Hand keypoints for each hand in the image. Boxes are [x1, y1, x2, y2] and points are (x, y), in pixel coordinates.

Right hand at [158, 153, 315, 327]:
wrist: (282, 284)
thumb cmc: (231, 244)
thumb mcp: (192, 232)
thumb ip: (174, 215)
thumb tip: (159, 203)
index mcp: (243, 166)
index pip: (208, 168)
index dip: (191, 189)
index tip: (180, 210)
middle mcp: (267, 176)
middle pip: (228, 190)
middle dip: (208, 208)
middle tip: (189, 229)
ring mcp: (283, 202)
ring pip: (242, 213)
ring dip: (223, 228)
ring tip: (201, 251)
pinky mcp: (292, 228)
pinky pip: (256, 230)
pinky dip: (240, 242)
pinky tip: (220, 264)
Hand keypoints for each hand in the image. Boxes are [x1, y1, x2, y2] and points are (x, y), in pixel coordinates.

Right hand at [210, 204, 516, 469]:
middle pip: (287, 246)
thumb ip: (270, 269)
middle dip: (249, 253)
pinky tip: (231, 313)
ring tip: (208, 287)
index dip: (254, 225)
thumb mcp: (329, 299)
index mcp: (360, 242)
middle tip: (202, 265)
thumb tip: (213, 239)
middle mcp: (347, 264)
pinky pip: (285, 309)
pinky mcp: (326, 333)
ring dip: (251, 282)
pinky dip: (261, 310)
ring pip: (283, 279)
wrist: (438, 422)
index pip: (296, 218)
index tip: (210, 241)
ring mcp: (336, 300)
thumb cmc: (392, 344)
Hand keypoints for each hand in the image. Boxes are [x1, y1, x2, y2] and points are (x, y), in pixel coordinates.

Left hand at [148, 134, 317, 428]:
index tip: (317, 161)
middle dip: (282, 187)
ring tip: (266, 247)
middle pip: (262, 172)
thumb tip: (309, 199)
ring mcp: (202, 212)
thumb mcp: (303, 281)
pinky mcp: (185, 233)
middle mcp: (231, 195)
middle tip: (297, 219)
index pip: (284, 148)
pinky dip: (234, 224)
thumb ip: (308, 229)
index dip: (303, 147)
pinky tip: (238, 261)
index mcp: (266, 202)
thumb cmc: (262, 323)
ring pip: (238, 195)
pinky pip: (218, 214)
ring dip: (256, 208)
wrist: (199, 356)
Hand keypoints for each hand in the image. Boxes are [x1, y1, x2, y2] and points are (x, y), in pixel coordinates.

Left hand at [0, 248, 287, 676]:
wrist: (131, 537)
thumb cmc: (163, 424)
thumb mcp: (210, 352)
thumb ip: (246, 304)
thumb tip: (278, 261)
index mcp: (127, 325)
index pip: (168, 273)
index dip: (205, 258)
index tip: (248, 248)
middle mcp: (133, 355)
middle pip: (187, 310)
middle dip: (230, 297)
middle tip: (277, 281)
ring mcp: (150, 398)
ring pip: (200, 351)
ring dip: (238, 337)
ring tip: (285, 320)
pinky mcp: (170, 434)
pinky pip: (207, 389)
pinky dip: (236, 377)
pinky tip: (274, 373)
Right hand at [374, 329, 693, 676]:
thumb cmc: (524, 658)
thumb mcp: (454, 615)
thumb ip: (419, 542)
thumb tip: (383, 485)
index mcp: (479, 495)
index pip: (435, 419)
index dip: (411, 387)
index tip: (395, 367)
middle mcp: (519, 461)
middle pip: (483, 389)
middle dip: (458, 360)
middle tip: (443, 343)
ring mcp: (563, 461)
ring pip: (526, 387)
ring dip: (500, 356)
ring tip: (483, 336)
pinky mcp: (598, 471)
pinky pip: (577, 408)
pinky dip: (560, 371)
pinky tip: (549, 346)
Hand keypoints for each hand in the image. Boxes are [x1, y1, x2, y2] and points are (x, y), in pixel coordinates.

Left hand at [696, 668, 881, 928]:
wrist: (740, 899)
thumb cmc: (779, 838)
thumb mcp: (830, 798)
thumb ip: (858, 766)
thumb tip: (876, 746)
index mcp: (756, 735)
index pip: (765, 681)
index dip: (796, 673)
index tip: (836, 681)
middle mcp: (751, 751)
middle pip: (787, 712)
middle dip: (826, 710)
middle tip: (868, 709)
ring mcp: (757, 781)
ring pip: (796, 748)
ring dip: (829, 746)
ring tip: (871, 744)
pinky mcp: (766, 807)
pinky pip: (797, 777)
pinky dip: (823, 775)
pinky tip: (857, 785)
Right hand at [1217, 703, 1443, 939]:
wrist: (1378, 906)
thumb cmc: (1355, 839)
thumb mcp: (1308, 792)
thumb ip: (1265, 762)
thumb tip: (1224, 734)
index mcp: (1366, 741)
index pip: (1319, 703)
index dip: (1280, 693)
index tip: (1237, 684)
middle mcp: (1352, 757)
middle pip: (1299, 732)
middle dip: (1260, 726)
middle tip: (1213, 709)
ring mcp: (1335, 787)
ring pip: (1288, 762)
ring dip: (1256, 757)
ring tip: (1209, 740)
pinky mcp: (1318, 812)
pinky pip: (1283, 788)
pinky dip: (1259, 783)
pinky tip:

☆ ☆ ☆ ☆ ☆

* Exercise brief
Collect the lines of the records that include the string "Right".

* Task answer
Right hand at [158, 153, 315, 327]:
Right hand at [210, 204, 516, 469]:
Right hand at [374, 329, 693, 676]:
Right hand at [1217, 703, 1443, 939]:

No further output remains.